> _What needs to be done_
All lines in the records that carry the string "Чырвоны" are to be shown.

- Opening Delimiter -

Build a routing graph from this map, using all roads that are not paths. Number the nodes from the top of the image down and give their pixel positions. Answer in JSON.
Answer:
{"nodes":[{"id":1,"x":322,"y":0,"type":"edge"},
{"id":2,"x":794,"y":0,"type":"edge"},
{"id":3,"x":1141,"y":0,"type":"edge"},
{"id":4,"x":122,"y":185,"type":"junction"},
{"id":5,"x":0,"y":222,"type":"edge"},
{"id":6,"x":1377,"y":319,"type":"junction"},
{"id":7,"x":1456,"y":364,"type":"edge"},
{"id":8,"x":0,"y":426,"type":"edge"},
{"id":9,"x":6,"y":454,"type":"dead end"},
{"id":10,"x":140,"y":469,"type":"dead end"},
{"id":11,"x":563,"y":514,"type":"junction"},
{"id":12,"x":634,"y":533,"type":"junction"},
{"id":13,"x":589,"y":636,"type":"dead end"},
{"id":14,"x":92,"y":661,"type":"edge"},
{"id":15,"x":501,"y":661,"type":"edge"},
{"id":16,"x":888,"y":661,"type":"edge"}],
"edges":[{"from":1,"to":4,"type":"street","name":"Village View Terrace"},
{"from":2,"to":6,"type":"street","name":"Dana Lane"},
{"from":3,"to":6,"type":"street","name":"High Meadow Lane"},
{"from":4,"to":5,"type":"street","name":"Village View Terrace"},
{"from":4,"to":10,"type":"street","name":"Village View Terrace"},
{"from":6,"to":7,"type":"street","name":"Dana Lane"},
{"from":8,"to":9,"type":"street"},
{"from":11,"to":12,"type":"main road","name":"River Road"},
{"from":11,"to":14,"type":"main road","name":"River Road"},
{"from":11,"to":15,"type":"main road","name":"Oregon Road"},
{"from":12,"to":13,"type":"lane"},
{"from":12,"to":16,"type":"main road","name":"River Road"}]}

- Closing Delimiter -
- Opening Delimiter -

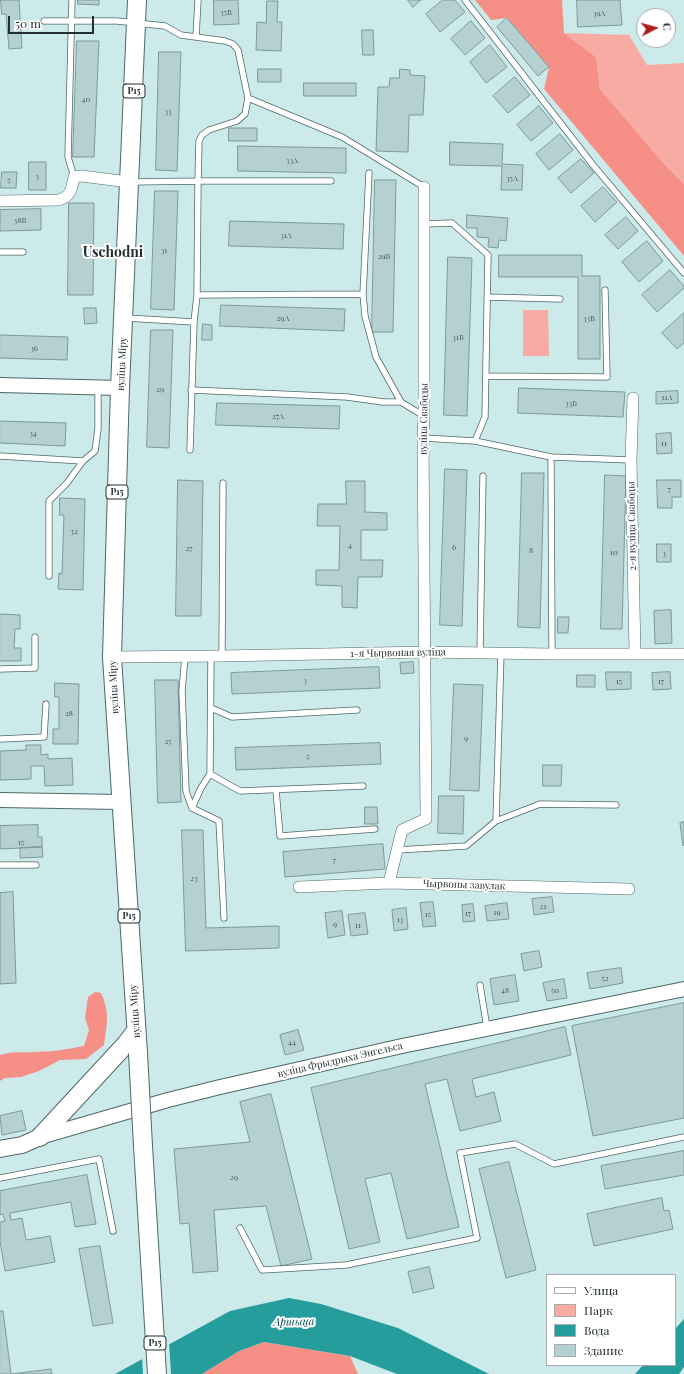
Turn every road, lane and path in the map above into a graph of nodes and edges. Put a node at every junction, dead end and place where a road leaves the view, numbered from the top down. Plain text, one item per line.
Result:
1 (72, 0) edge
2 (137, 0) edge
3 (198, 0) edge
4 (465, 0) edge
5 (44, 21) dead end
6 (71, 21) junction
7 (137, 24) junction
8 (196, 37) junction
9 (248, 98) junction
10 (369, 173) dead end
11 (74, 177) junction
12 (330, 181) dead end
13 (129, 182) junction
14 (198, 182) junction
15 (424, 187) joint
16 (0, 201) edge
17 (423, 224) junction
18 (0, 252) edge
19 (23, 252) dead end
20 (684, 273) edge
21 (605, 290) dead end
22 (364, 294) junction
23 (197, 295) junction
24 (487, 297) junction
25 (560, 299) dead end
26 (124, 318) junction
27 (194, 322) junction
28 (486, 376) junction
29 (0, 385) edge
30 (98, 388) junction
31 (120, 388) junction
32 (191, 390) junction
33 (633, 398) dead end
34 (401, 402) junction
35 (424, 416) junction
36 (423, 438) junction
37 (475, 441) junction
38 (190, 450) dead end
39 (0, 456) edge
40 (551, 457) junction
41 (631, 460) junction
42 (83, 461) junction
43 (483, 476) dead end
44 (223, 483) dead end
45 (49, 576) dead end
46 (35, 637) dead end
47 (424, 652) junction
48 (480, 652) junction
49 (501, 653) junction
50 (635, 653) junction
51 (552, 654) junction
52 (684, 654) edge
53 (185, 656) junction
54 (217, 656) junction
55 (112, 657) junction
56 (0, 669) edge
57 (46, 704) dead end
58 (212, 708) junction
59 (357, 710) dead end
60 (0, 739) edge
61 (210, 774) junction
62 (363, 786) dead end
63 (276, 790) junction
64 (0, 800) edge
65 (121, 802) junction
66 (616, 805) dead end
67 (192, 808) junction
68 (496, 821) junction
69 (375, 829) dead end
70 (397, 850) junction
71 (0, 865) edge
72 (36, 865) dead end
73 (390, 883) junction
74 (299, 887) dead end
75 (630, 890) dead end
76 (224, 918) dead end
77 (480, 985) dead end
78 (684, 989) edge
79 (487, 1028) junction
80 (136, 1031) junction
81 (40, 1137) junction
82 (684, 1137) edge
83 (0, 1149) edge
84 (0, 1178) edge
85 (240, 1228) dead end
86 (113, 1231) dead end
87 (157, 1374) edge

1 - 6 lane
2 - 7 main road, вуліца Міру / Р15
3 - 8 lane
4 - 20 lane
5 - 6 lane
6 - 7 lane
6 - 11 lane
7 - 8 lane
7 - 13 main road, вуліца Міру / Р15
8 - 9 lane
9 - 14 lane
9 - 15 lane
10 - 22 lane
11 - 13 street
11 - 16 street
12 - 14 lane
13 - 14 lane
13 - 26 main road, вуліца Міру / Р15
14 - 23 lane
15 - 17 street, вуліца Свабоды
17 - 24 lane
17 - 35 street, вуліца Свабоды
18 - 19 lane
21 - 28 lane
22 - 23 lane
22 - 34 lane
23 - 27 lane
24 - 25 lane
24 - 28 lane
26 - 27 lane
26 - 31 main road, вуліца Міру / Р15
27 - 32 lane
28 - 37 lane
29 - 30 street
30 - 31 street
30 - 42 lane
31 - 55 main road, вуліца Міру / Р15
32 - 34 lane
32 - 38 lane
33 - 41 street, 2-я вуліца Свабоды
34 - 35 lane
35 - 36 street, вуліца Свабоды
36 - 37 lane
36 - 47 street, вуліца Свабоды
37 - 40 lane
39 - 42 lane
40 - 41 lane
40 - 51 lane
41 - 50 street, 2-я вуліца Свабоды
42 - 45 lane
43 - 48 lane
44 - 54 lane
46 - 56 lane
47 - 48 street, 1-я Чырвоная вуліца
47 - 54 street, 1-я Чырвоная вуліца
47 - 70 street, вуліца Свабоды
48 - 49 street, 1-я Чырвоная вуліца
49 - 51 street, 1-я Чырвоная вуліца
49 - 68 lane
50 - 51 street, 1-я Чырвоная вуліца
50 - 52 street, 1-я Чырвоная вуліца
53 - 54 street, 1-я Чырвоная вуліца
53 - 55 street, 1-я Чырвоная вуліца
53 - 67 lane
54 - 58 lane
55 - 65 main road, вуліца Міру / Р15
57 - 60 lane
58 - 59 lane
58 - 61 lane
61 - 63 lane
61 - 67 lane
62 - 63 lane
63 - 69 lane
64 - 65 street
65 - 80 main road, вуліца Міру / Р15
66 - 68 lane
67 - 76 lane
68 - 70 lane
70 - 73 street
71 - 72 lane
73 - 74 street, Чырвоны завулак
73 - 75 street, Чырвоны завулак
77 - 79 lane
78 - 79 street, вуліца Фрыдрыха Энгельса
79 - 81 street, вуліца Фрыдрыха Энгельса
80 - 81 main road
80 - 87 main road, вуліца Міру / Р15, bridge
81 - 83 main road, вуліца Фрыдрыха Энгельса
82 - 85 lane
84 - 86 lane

- Closing Delimiter -

> _Completed exercise_
73 - 74 street, Чырвоны завулак
73 - 75 street, Чырвоны завулак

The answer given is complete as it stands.